Searchable abstracts of presentations at key conferences in endocrinology
Endocrine Abstracts (2015) 37 MTE15 | DOI: 10.1530/endoabs.37.MTE15

ECE2015 Meet the Expert Sessions (1) (17 abstracts)

Primary hyperparathyroidism (Meet-the-Expert 18)

Alper Gürlek


Department of Endocrinology and Metabolism, Faculty of medicine, Hacettepe University, Ankara, Turkey.

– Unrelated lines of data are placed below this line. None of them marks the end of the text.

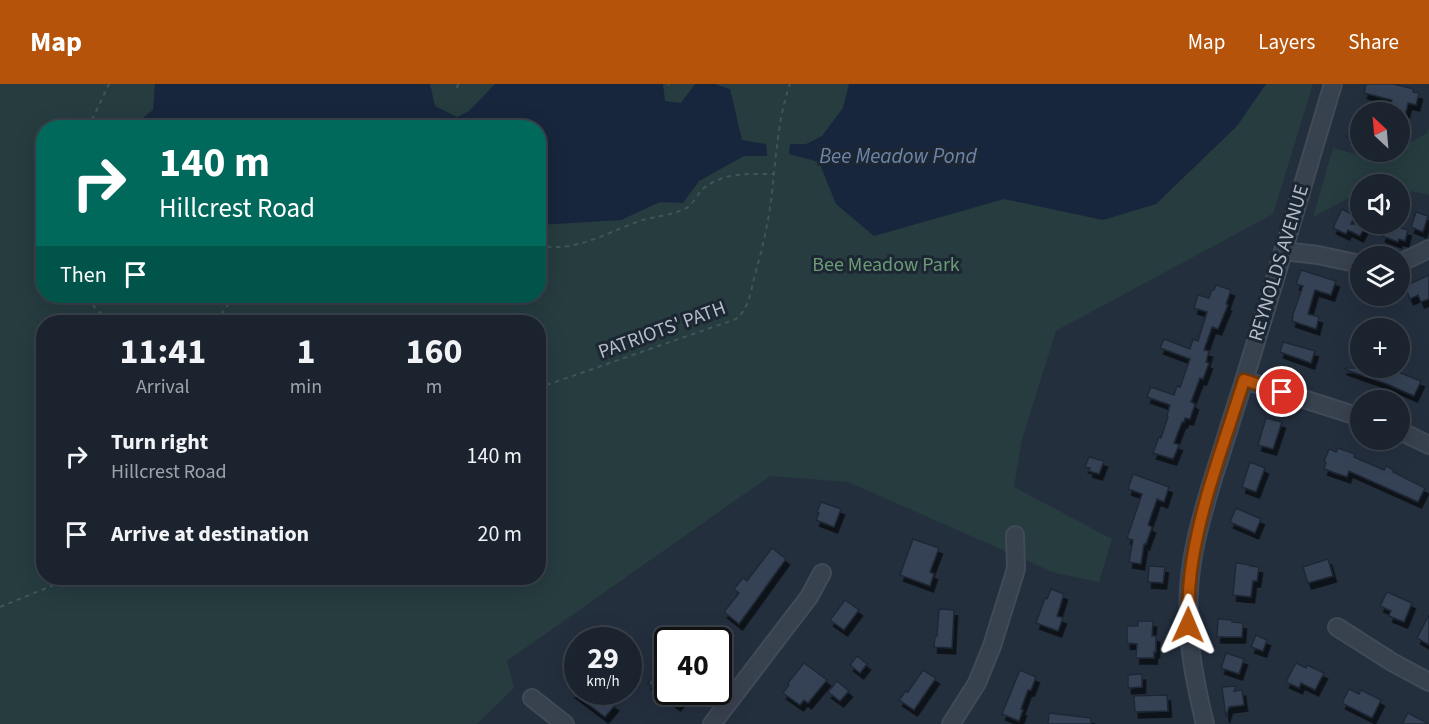 <!DOCTYPE html>
<html lang="en">
<head>
<meta charset="utf-8">
<style>
  body { margin:0; font-family:"Source Sans 3",sans-serif; background:#242b36; color:#f1f3f6; height:100vh; display:flex; flex-direction:column; font-size:22px; white-space:nowrap }
  * { box-sizing:border-box; margin:0 }
  p { font-size:20px; color:#a0a4aa }
  .icon { flex:none; width:33px; height:33px; fill:none; stroke:currentColor; stroke-width:2; stroke-linecap:round; stroke-linejoin:round }
  .map { position:relative; flex:1; overflow:hidden }
  .sheet { position:absolute; left:36px; top:231px; width:510px; height:270px; display:flex; flex-direction:column; background:#1b232e; border-radius:24px; box-shadow:0 6px 24px #0002,0 0 0 2px #39404a }
  .sheet>* { flex:none }
  .guide { position:absolute; left:36px; top:36px; width:510px; height:183px; border-radius:24px; box-shadow:0 6px 24px #0002,0 0 0 2px #39404a; background:#00695c; color:#fff; overflow:hidden }
  .needle { width:39px; rotate:334deg }
  .controls { position:absolute; left:1350px; top:18px; display:grid; gap:12px }
  .controls a { display:grid; place-items:center; width:60px; height:60px; border-radius:50%; background:#1b232e; box-shadow:0 6px 24px #0002,0 0 0 2px #39404a; font-size:30px }
  .speed { position:absolute; left:564px; top:543px; display:flex; gap:12px; font-size:30px; font-weight:700; text-align:center }
  .speed>* { display:grid; place-content:center; width:78px; height:78px; border-radius:50%; background:#1b232e; box-shadow:0 6px 24px #0002,0 0 0 2px #39404a; line-height:1 }
  .speed small { font-size:15px; font-weight:400 }
  .speed .limit { border:3px solid #111; border-radius:9px; background:#fff; color:#111 }
  .pin { position:absolute; display:grid; place-items:center; width:51px; height:51px; color:#fff; margin:-26px; border:3px solid #fff; border-radius:50%; box-shadow:0 2px 6px #0007 }
  .me { position:absolute; width:66px; margin:-33px; rotate:1deg; stroke-linejoin:round; filter:drop-shadow(0 0 4px #0008) }
  .turn { display:flex; align-items:center; gap:21px; height:126px; padding:0 24px; font-size:27px }
  .turn .icon { width:78px; height:78px; stroke-width:2.5 }
  .turn b { display:block; font-size:42px; line-height:51px }
  .then { display:flex; align-items:center; height:57px; padding:0 24px; background:#0003; gap:12px; font-size:22px }
  .eta { display:flex; justify-content:space-evenly; align-items:center; height:102px; text-align:center }
  .eta b { font-size:36px; font-weight:700; line-height:42px }
  ul { padding:0; list-style:none }
  li { display:flex; align-items:center; gap:18px; height:78px; padding:0 24px }
  li div { flex:1 }
  li b { display:block; font-size:22px }
  li em { font-style:normal }
  header { display:flex; align-items:center; gap:36px; box-sizing:border-box; height:84px; padding:0 30px; background:#b45309; color:#fff }
  header strong { font-size:28px }
  nav { display:flex; gap:33px; margin-inline-start:auto; font-size:21px }
  .map>svg:first-child { display:block }
  .green { fill:#263c3f; fill-rule:evenodd }
  .water { fill:#17263c }
  .building { fill:#364354; stroke:#1f2835; stroke-width:1.5; filter:url(#shadow) }
  .lines { fill:none; stroke-linecap:round; stroke-linejoin:round }
  .minor-casing { stroke:#414a57; stroke-width:20 }
  .path { stroke:#3f5557; stroke-width:2; stroke-dasharray:4.5 4.5; stroke-linecap:butt }
  .minor { stroke:#38414e; stroke-width:16 }
  .route-casing { stroke:#753606; stroke-width:15 }
  .route { stroke:#b45309; stroke-width:10 }
  .labels { text-anchor:middle; dominant-baseline:central; stroke-width:6; stroke-linejoin:round; paint-order:stroke }
  .street-label { font-size:20px; fill:#b4bcc9; stroke:#1d2633 }
  .park-label { font-size:20px; fill:#6b9a76; stroke:#1d2633 }
  .water-label { font-size:21px; font-style:italic; fill:#6d86a8; stroke:#1d2633 }
</style>
</head>
<body>
<header>
<strong>Map</strong>
<nav><a>Map</a><a>Layers</a><a>Share</a></nav>
</header>
<div class="map">
<svg width="1429" height="640" viewBox="0 0 1429 640">
  <defs>
    <filter id="shadow"><feDropShadow dx="3.5" dy="6" stdDeviation="0" flood-color="#0009"/></filter>
  </defs>
  <rect width="100%" height="100%" fill="#242f3e"/>
  <g class="green">
    <path d="M0,0H1313L1273,130L1056,247L1022,355L1014,403L1112,455L1099,498L1055,489L848,398L770,392L507,577L514,604L477,640H0ZM44,44H538V212H44ZM44,238H538V494H44Z"/>
    <polygon points="1429,45 1429,111 1410,107 1400,107 1400,100 1360,100 1360,109 1358,109 1313,133 1333,64 1379,76 1394,68 1400,68 1400,64 1426,50"/>
  </g>
  <g class="water">
    <polygon points="155,0 430,0 435,22 457,33 469,27 495,0 663,0 665,17 681,19 695,0 715,0 730,5 742,56 766,60 767,72 744,72 699,97 683,119 660,118 621,136 539,141 538,44 131,43 153,26"/>
    <polygon points="849,0 1266,0 1237,42 1156,120 1103,136 1004,115 874,152 836,120 819,78 789,70 790,60 806,60 822,52 843,24"/>
  </g>
  <g class="building">
    <polygon points="1366,0 1394,0 1414,5 1413,8 1419,9 1416,21 1408,19 1406,28 1389,28 1392,16 1364,9"/>
    <polygon points="1351,40 1360,43 1360,57 1347,53"/>
    <polygon points="1342,125 1355,132 1351,140 1366,140 1360,152 1348,146 1346,150 1333,144"/>
    <polygon points="1416,128 1428,132 1423,148 1411,143"/>
    <polygon points="1386,140 1408,146 1405,157 1399,155 1398,158 1382,152"/>
    <polygon points="1301,186 1336,197 1331,211 1315,206 1308,230 1319,233 1316,245 1292,237 1293,233 1292,233 1303,202 1296,200"/>
    <polygon points="1429,191 1429,215 1421,218 1418,211 1410,215 1405,202"/>
    <polygon points="1216,201 1231,206 1226,220 1228,221 1218,245 1212,243 1204,266 1209,267 1206,278 1209,279 1203,295 1200,294 1191,318 1195,320 1190,335 1185,334 1184,338 1182,338 1174,359 1179,361 1173,375 1153,369 1159,353 1161,354 1168,333 1167,332 1170,321 1147,313 1151,303 1174,311 1177,302 1180,303 1190,275 1160,264 1164,255 1190,265 1193,255 1198,257 1207,228 1194,224 1198,211 1209,214 1212,206 1214,206"/>
    <polygon points="1283,258 1315,267 1311,279 1280,268"/>
    <polygon points="1344,284 1388,284 1421,297 1414,312 1387,300 1344,285"/>
    <polygon points="1266,334 1282,338 1273,365 1258,361"/>
    <polygon points="1338,364 1355,370 1354,373 1384,386 1386,382 1394,386 1393,388 1425,404 1418,418 1349,387 1347,393 1324,385 1326,379 1324,378 1329,365 1336,368"/>
    <polygon points="1089,373 1104,377 1099,390 1089,387 1090,384 1085,383"/>
    <polygon points="1250,378 1265,384 1256,408 1242,403"/>
    <polygon points="1133,390 1169,403 1164,418 1157,415 1148,441 1152,443 1146,460 1144,460 1141,480 1129,478 1133,456 1127,454 1142,410 1128,405"/>
    <polygon points="821,418 841,425 834,443 816,436 819,429 817,428"/>
    <polygon points="1236,424 1261,435 1255,449 1230,438"/>
    <polygon points="913,455 939,464 930,488 934,490 930,502 900,491"/>
    <polygon points="772,464 786,475 739,540 724,528 739,509 734,505 743,494 747,497"/>
    <polygon points="1328,475 1333,492 1308,499 1303,483"/>
    <polygon points="1236,479 1251,481 1250,482 1259,483 1257,497 1253,497 1251,513 1233,511"/>
    <polygon points="1149,482 1165,483 1163,499 1148,498"/>
    <polygon points="1051,505 1064,510 1057,532 1063,534 1058,547 1036,539 1045,514 1047,515"/>
    <polygon points="1387,508 1412,519 1404,538 1389,532 1391,527 1380,522"/>
    <polygon points="845,516 859,526 844,546 830,536"/>
    <polygon points="939,525 954,526 952,564 934,563 935,552 937,552"/>
    <polygon points="1429,531 1429,561 1417,554"/>
    <polygon points="1218,535 1232,536 1232,538 1243,539 1242,553 1217,553"/>
    <polygon points="1138,537 1153,537 1152,552 1156,552 1156,568 1154,568 1154,574 1136,574 1137,560 1127,559 1127,542 1138,542"/>
    <polygon points="695,543 711,556 684,556"/>
    <polygon points="1256,551 1267,556 1263,567 1251,563"/>
    <polygon points="1226,569 1244,575 1239,590 1221,584"/>
    <polygon points="857,572 867,580 860,589 850,581"/>
    <polygon points="804,579 827,596 808,619 804,616 800,621 783,609 789,601 788,599"/>
    <polygon points="1296,579 1306,584 1307,581 1324,589 1315,606 1301,599 1299,604 1286,598"/>
    <polygon points="923,586 936,594 914,626 899,616 906,607 908,608"/>
    <polygon points="1020,586 1036,593 1031,606 1028,606 1021,625 1023,626 1019,637 1002,630"/>
    <polygon points="657,587 668,595 668,608 688,608 677,621 648,599"/>
    <polygon points="1142,590 1142,603 1128,604 1128,591"/>
    <polygon points="837,597 849,607 840,617 828,608"/>
    <polygon points="1236,602 1234,607 1242,606 1244,621 1229,623 1226,633 1222,603"/>
    <polygon points="1349,605 1359,610 1361,606 1381,616 1372,634 1342,619"/>
    <polygon points="572,608 598,608 615,621 605,633"/>
    <polygon points="1167,611 1168,627 1135,628 1134,612"/>
    <polygon points="1049,629 1091,634 1091,640 1048,640"/>
    <polygon points="1408,629 1429,640 1402,640"/>
  </g>
  <g class="lines">
    <g class="minor-casing">
      <g id="minor">
        <polyline points="1283,167 1318,171 1360,180"/>
        <polyline points="1400,179 1429,165"/>
        <polyline points="1244,296 1360,333"/>
        <polyline points="1400,347 1429,361"/>
        <polyline points="1337,543 1392,578 1429,598"/>
        <polyline points="532,614 565,640"/>
        <polyline points="712,640 809,513 822,489"/>
        <polyline points="951,640 977,599 992,562 1016,485 1015,451"/>
        <path d="M1205,640C1194,594 1186,554 1189,506C1191,466 1203,428 1214,391C1224,361 1233,330 1243,300C1274,200 1303,100 1333,0"/>
      </g>
    </g>
    <g class="path">
      <polyline points="668,1 669,0"/>
      <polyline points="457,4 458,0"/>
      <polyline points="88,44 109,0"/>
      <path d="M538,161C574,170 607,148 640,137C654,132 671,132 684,125C693,122 696,111 703,105C723,88 749,90 773,90"/>
      <polyline points="93,212 92,220 99,228 118,238"/>
      <polyline points="216,238 231,216 239,212"/>
      <path d="M538,304L736,235C748,226 751,208 754,194C762,166 769,137 772,108C776,73 778,34 790,0"/>
      <polyline points="0,523 71,494"/>
    </g>
    <use href="#minor" class="minor"/>
  </g>
  <g class="lines">
    <g class="route-casing">
      <path id="route" d="M1188,541C1188,518 1189,495 1193,473C1203,413 1226,354 1244,296L1282,308"/>
    </g>
    <use href="#route" class="route"/>
  </g>
  <g class="labels">
    <g class="street-label">
      <text transform="translate(1279 179) rotate(-73)">REYNOLDS AVENUE</text>
      <text transform="translate(662 246) rotate(-20)">PATRIOTS' PATH</text>
    </g>
    <g class="park-label">
      <text x="886" y="181">Bee Meadow Park</text>
    </g>
    <g class="water-label">
      <text x="898" y="72">Bee Meadow Pond</text>
    </g>
  </g>
</svg>
<div class="controls">
<a><svg class="needle" viewBox="-14 -14 28 28"><path d="M0-13l5 13h-10z" fill="#e53935"/><path d="M0 13l5-13h-10z" fill="#a0a4aa"/></svg></a>
<a><svg class="icon" aria-label="sound" viewBox="0 0 24 24"><path d="M4 9h4l5-4v14l-5-4H4zM17 9q2 3 0 6"/></svg></a>
<a><svg class="icon" aria-label="layers" viewBox="0 0 24 24"><path d="M12 4l9 5-9 5-9-5zM3 14l9 5 9-5"/></svg></a>
<a>+</a>
<a>−</a>
</div>
<div class="speed"><div>29<small>km/h</small></div><div class="limit">40</div></div>
<div class="pin" style="left:1282px;top:308px;background:#d93025"><svg class="icon" aria-label="arrive" viewBox="0 0 24 24"><path d="M6 21V4h12l-3 4 3 4H6"/></svg></div>
<svg class="me" style="left:1188px;top:541px" viewBox="-20 -20 40 40"><path d="M0-17L14 15 0 8-14 15z" fill="#b45309" stroke="#fff" stroke-width="4"/></svg>
<div class="guide">
<div class="turn"><svg class="icon" aria-label="right" viewBox="0 0 24 24"><path d="M7 20v-9h11M14 6l5 5-5 5"/></svg><div><b>140 m</b>Hillcrest Road</div></div>
<div class="then">Then<svg class="icon" aria-label="arrive" viewBox="0 0 24 24"><path d="M6 21V4h12l-3 4 3 4H6"/></svg></div>
</div>
<section class="sheet">
<div class="eta">
<div><b>11:41</b><p>Arrival</p></div>
<div><b>1</b><p>min</p></div>
<div><b>160</b><p>m</p></div>
</div>
<ul>
<li><svg class="icon" aria-label="right" viewBox="0 0 24 24"><path d="M7 20v-9h11M14 6l5 5-5 5"/></svg><div><b>Turn right</b><p>Hillcrest Road</p></div><em>140 m</em></li>
<li><svg class="icon" aria-label="arrive" viewBox="0 0 24 24"><path d="M6 21V4h12l-3 4 3 4H6"/></svg><div><b>Arrive at destination</b></div><em>20 m</em></li>
</ul>
</section>
</div>
</body>
</html>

Primary hyperparathyroidism (PHPT) is the third common disorder of the endocrine system. It reaches a peak incidence between ages 50–60. Biochemical screening has increased its incidence up to one per 1000 (USA), and most cases are presented with asymptomatic mild hypercalcemia. The most common cause in affected individuals is a functioning single parathyroid adenoma. In advanced cases, bones (brown tumours, osteitis fibrosa cystica) and the kidney (nephrolithiasis, nephrocalcinosis) as well as many organ systems may be affected by hyperparathyroidism and associated hypercalcemia. Concomitant vitamin D deficiency might mask hypercalcemia and if remains untreated, may exacerbate postoperative hungry bone syndrome and hypocalcemia.The biochemical diagnosis basicly depends on demonstration of elevated or inappropriately normal serum parathyroid hormone concentrations in a hypercalcemic patient. Guidelines for the management of asymptomatic hyperparathyroidism has been revised in recent years, the latest being issued in 2014. Based on these criteria, a patient with asymptomatic PHPT should be given to surgery if he/she fulfils one of the following: i) serum calcium exceeding 1.0 mg/dl (0.25 mmol/l) above the upper limit of normal range, ii). BMD by DXA:T-score <−2.5 at lumbar spine, total hip, femoral neck or distal 1/3 radius, iii) vertebral fracture by X-ray, CT, MRI or vertebral fracture assessment (VFA) iv)creatinine clearance <60 cc/min, v) 24 h urinefor calcium >400 mg/day and increased stone risk by chemical analysis, vi) presence of nephrolithiasis or nwphrocalcinosis by X-ray, USG or CT, vii) age <50. The minimally invasive approach has recently gained popularity for parathyroidectomy. Various imaging techniques may be used to preoperatively localise the adenomas such as Tc99m-sestamibi SPECT CT, CT scan, MRI and ultrasonography. Intraoperative assessment of PTH is very useful to determine the success of such surgery. Patients who refuse or who are not good candidates for surgery may be followed by calcimimetic agent cinacalcet which is useful to reduce serum calcium level. Bisphosphonates are in widely used for patients in an attempt to increase BMD and reduce the risk of fragility fracture. If there is no intention to reduce calcium or increase BMD, the patient may be followed without any medication.